En una oficina prestada por algún empleado del penal, el ex boxeador relata esas historias inverosímiles que cobran absoluto realismo al contrastarlas con el testimonio de su cuerpo herido. Ofrece asiento como si estuviera en una reunión en la sala de su casa y, sólo hasta el final, ocupa una silla en el despacho con muebles viejos y destartalados. Es demasiado cortés.
El Gato espera con la impaciencia de un niño la oportunidad de contar su vida, o sus vidas, porque la biografía de Rodolfo González está repleta de experiencias anómalas que un ser humano cualquiera no habría sobrevivido. “He tenido suerte”, suelta con un optimismo incomprensible el ex peleador que ha mirado siete veces a la muerte: “Creo que ha de ser por algo, por eso estoy vivo”.
SIETE VIDAS
Era noche de fiesta en la vecindad donde vivía la familia del Gato González, en 1981. Como casi todo boxeador novato tenía una aspiración por la que peleó hasta conseguirla: regalar una casa a su madre. Antes de salir hacia el nuevo domicilio Rodolfo pidió que se organizara una comida para despedirse de los amigos del barrio.
“No se lleve nada –sugirió a su madre–, regale a la gente de la vecindad todo lo que necesiten, que al fin son puras cosas viejitas, allá vamos a llegar con puras nuevas.”
En aquel entonces el único lujo de González era un Mustang amarillo, en el que montó para buscar a cuatro amigos que había invitado a la reunión de despedida, pero en el trayecto de regreso chocó el deportivo contra un camión pesado. Los acompañantes murieron al instante. El Gato… aparentemente también. Los servicios de emergencia lo trasladaron a la morgue del hospital de Xoco.

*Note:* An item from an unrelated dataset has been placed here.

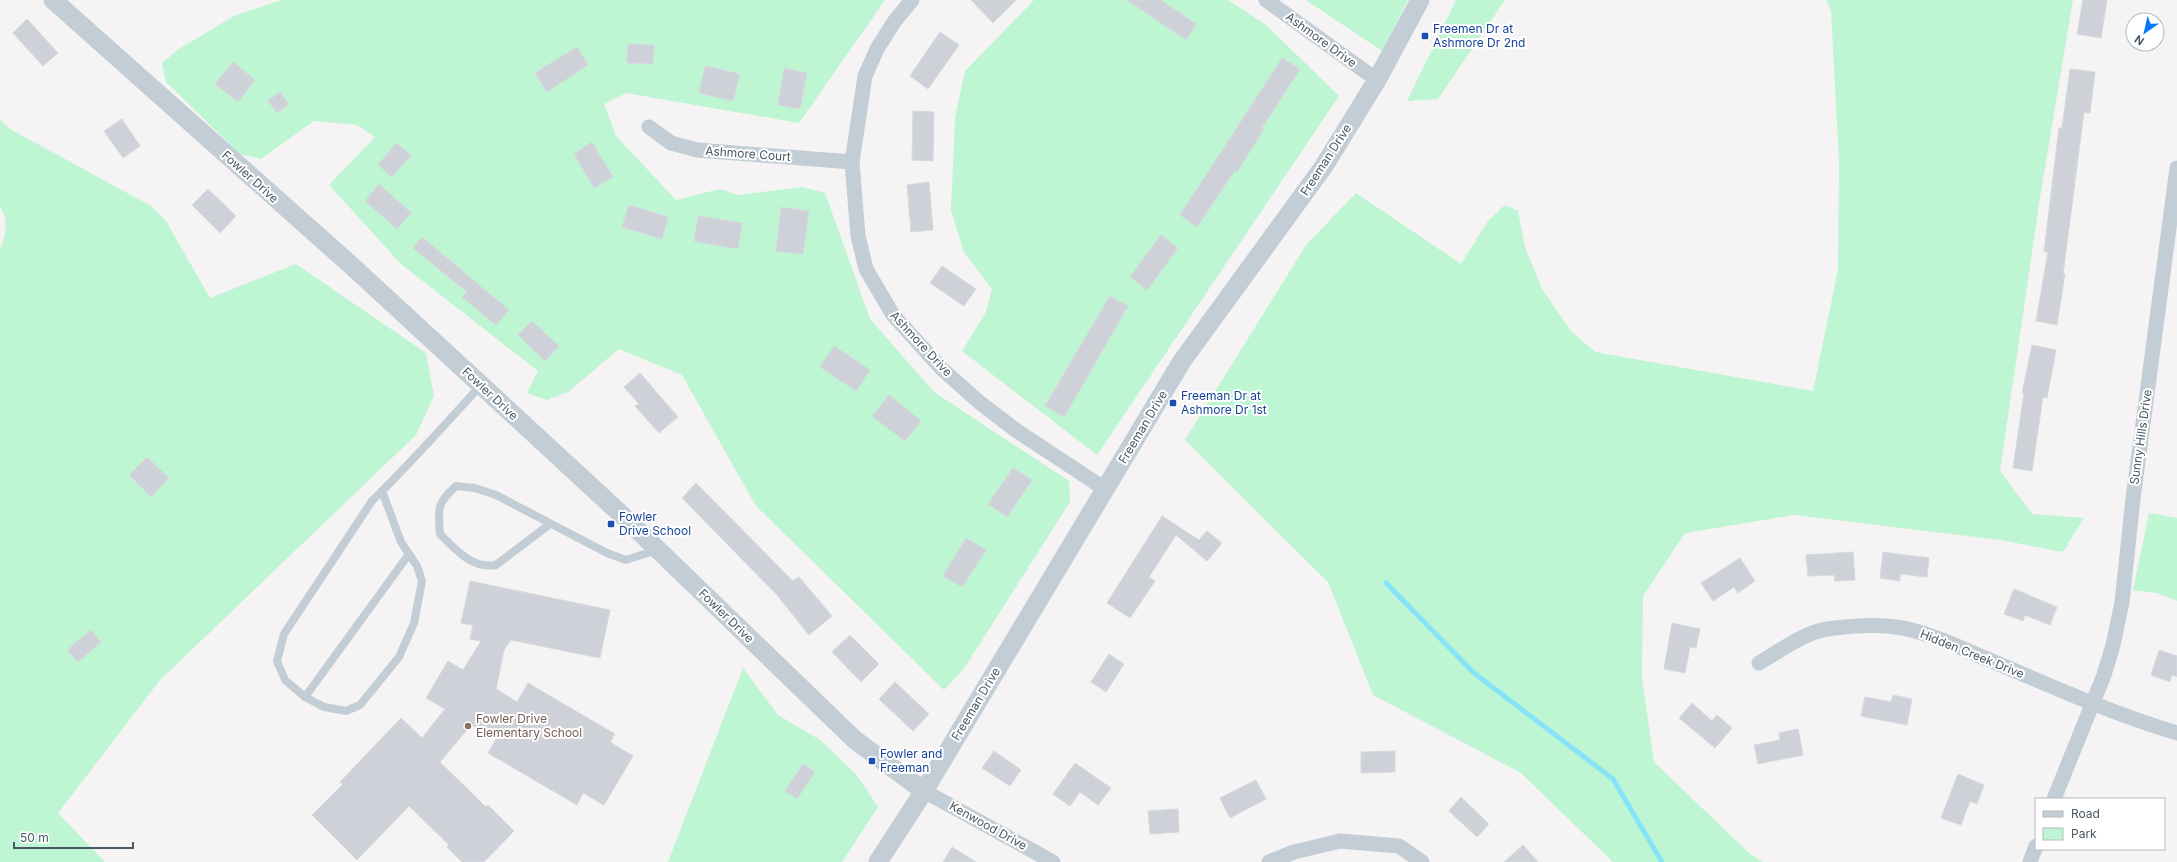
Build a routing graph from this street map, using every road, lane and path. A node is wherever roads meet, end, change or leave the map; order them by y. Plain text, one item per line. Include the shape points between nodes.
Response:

Estuvo en la plancha forense cubierto con una sábana junto a los cadáveres de sus amigos. En esa atmósfera con los olores que recuerdan a la muerte, el padre del boxeador acudió a identificar el cuerpo; le descubrió el rostro y el viejo se deshizo en llanto.
“Sí es, arreglen los papeles para que nos lo llevemos”, apenas pudo balbucear. De entre los muertos, el Gato González emitió un profundo y espectral lamento. “¡Ayyyyyy!”, apenas se escuchó y el padre del peleador dio la voz de alarma: “¡Esta vivo, está vivo, mi hijo está vivo!”
El milagro no dejó intacto al peleador. Las secuelas fueron demasiado graves: una mano rota por la mitad, luxación de cadera y el primero de varios derrames pulmonares –esta vez en la parte izquierda.
Tardó año y medio en recuperarse y, después de varias cirugías, estuvo listo para volver a subir al cuadrilátero. Quizá la peor parte de este percance fue que a partir de entonces la vida del Gato González se fue cuesta abajo.
Tras el accidente en el que fue dado por muerto la carrera del pugilista parecía que había recuperado el camino: consiguió disputar, aunque sin éxito, el título de los superligeros ante el napolitano Patrizio Oliva, en 1987. Un año más tarde tuvo la oportunidad que espera todo boxeador: enfrentar a un campeón mundial en la cima del éxito, el estadunidense Roger Mayweather. Todo estaba listo para tocar el parnaso de los que escriben a golpes de puños.
Una semana antes, mientras manejaba su auto rumbo a su casa, chocó contra un vehículo de transporte colectivo. El Gato descendió de su coche y empezó a discutir con el otro conductor. Las palabras subieron de tono y no tardaron en lanzarse los primeros puñetazos. En medio de la disputa, alguien sigilosamente se deslizó hacia la espalda del boxeador y le asestó una puñalada. “Me dejó ir la daga y me atravesó el pulmón izquierdo”, dice Rodolfo mientras hace una
contorsión para mostrar por dónde el acero entró en su cuerpo: “Dicen que también ya iba muerto; yo no supe nada”.
Cuando recobró el conocimiento estaba en el cuarto de un hospital en el que pululaban los reporteros que esperaban la primicia de la muerte del Gato. “Escribieron que me habían dado 12 puñaladas. Si fue una… sólo con esa tenía”, dice sarcástico y por primera vez su broma lo hace sonreír.
A Mayweather lo enfrentó el 22 de octubre de 1988; perdió por decisión. Tal vez con la decepción de quedarse a medio camino del éxito, poco después manejaba completamente borracho su motocicleta.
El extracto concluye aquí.